RP'S POLITICAL RISKS WOULD FIGURE IN ONGOING RP CREDIT RATING REVIEW
MANILA, FEBRUARY 20, 2008 (STAR) By Des Ferriols - Standard & Poor’s (S&P) said yesterday that the country’s political risks would figure in the on-going review of its sovereign ratings, saying that political risks, such as domestic instability and weak policy environment directly constrain ratings.
The S&P is in the country to conduct its annual sovereign ratings review and according to credit analyst Agost Benard, political risks are being factored into the ratings.
Benard said that the world economy shifted into lower gear and liquidity becomes scarcer, the political and policy environments of Asia-Pacific governments, in general, would get closer scrutiny.
“This is because a government’s policy response can either attenuate or exacerbate the macroeconomic challenges,” Benard said.
Emerging from his initial meetings with Philippine officials, however, Benard said the S&P is still “hopeful” that the government would be successful at replicating its fiscal efforts in 2007.
“I am hopeful especially where it concerns the increase in revenues, the increase in contribution from tax revenues as distinct from privatization,” Benard said. “I am hopeful that the fiscal position will continue to improve.”
Beyond fiscal consolidation, however, Benard admitted that political risks were the other side of the coin that could ultimately have an impact on and possibly even undermined macro-economic fundamentals.
In his report called “Politics And Policy Environment: Credit Constraint For Many, Support For A Select Few In Asia-Pacific,” S&P said political and policy environments have received less attention especially when times are good.
Benard pointed out that political risks did not figure significantly during the good times when rising corporate profitability and soaring markets buoyed investor sentiment, while governments had scope to boost spending, without diminishing their credit standing.

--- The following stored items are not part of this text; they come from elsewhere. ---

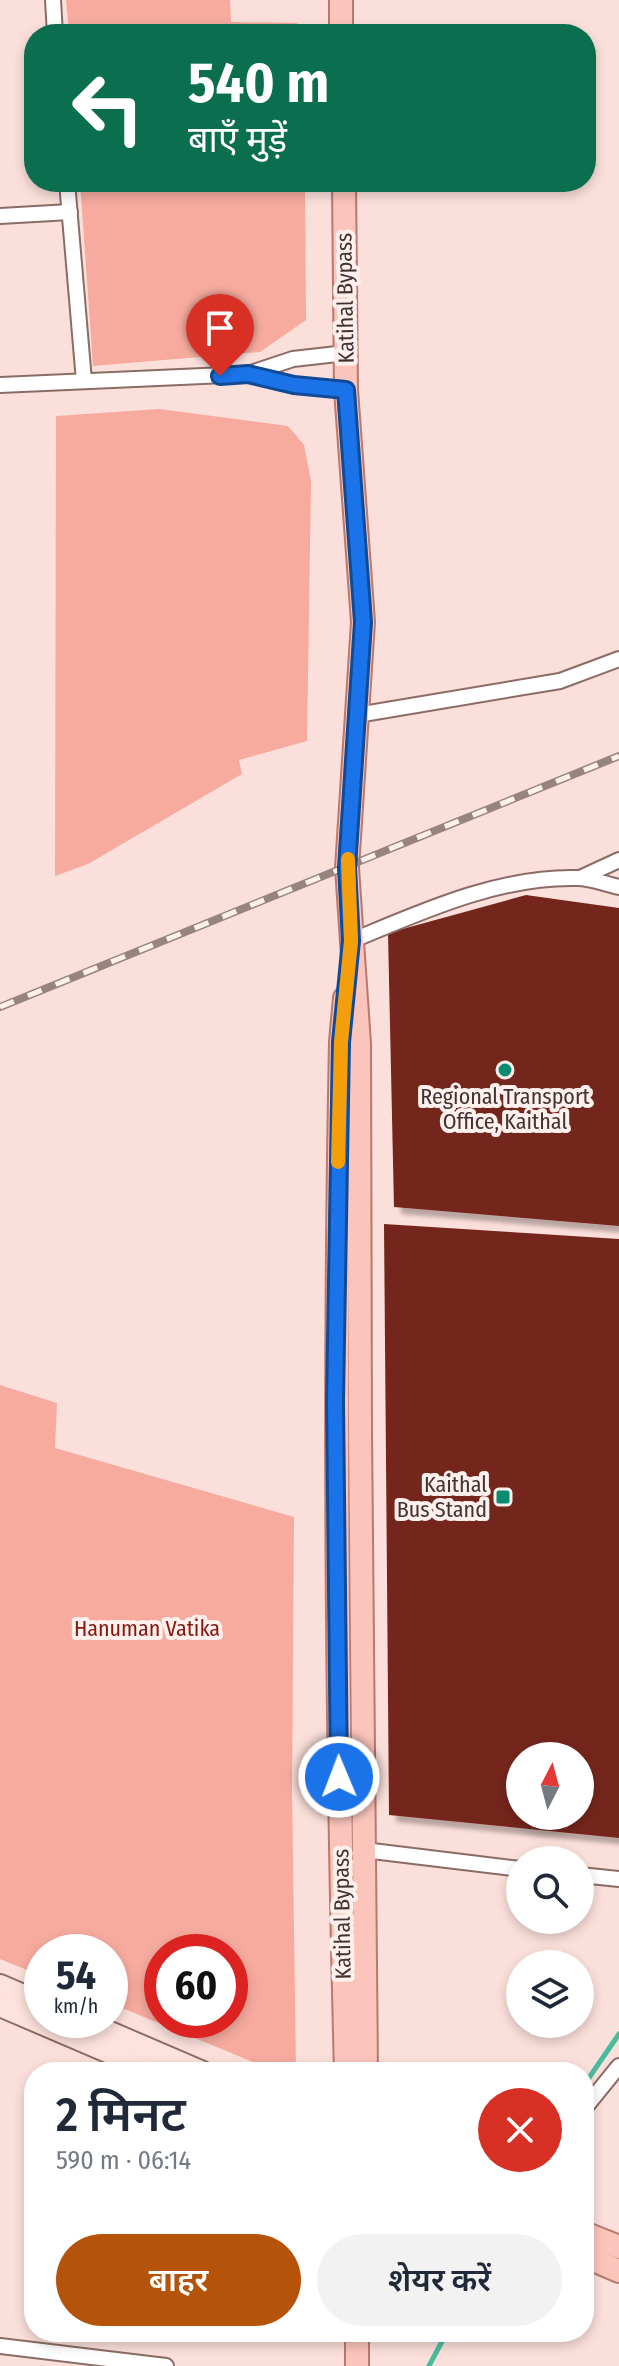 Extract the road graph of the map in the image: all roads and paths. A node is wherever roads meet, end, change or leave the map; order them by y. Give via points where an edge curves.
1 (53, 0) edge
2 (341, 0) edge
3 (54, 24) edge
4 (341, 24) edge
5 (68, 192) edge
6 (344, 192) edge
7 (70, 212) junction
8 (0, 216) edge
9 (346, 353) junction
10 (248, 374) junction
11 (84, 381) junction
12 (0, 385) edge
13 (346, 390) junction
14 (619, 659) edge
15 (357, 715) junction
16 (619, 860) edge
17 (580, 878) junction
18 (619, 887) edge
19 (351, 941) junction
20 (364, 1850) junction
21 (506, 1867) edge
22 (594, 1876) edge
23 (619, 1879) edge
24 (0, 1985) edge
25 (24, 1995) edge
26 (0, 2006) edge
27 (124, 2038) edge
28 (119, 2062) edge
29 (180, 2062) edge
30 (346, 2062) edge
31 (366, 2062) edge
32 (619, 2066) edge
33 (594, 2097) edge
34 (594, 2237) edge
35 (619, 2247) edge
36 (594, 2260) edge
37 (619, 2271) edge
38 (357, 2342) edge
39 (0, 2346) edge
40 (166, 2366) edge
41 (357, 2366) edge

1 - 3 street
2 - 4 main road
5 - 7 street
6 - 9 main road, Katihal Bypass
7 - 8 street
7 - 11 street
9 - 10 street via 293,359
9 - 13 main road, Katihal Bypass
10 - 11 street
10 - 13 street
11 - 12 street
13 - 15 main road, Katihal Bypass via 363,622
14 - 15 street via 560,681
15 - 19 main road, Katihal Bypass via 347,868
16 - 17 street
17 - 18 street
17 - 19 street via 507,886
19 - 20 main road, Katihal Bypass via 359,1044
19 - 30 main road, Katihal Bypass via 341,1042 336,1309
20 - 21 street
20 - 31 main road, Katihal Bypass
22 - 23 street
24 - 25 main road
26 - 28 main road
27 - 29 main road
32 - 33 street
34 - 35 main road
36 - 37 main road
38 - 41 main road
39 - 40 street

Benard said that sovereigns like the Philippines have vastly improved their external liquidities, banking systems, fiscal consolidation and reduced their debt since the Asian financial crisis.
“However, a significant number of the 22 sovereigns rated by S&P in Asia-Pacific continue to face political risks, such as domestic instability, weak policy environment, or in some cases external political risk, which either directly constrain their rating, or negatively affect other credit fundamentals,” said Benard.
In eight of the 22 rated sovereigns in Asia-Pacific, political or policy risk feature as an explicit constraining factor for their creditworthiness, Benard said.
Benard said that Australia and Singapore were the only two Asia-Pacific sovereigns that appeared to possess the kind of political stability where their longevity and proven track record made political stability an explicit credit-supporting factor.
“It is likely no coincidence that these two sovereigns, Australia and Singapore, are also the only ones in the region having the highest credit rating of ‘AAA’,” Benard said.
”Clearly, sovereigns facing the greatest risk to ratings from their political and policy environment are those where administrative and institutional weaknesses coexist with severe domestic political instability, which may include security risks or outright civil conflict,” Benard pointed out.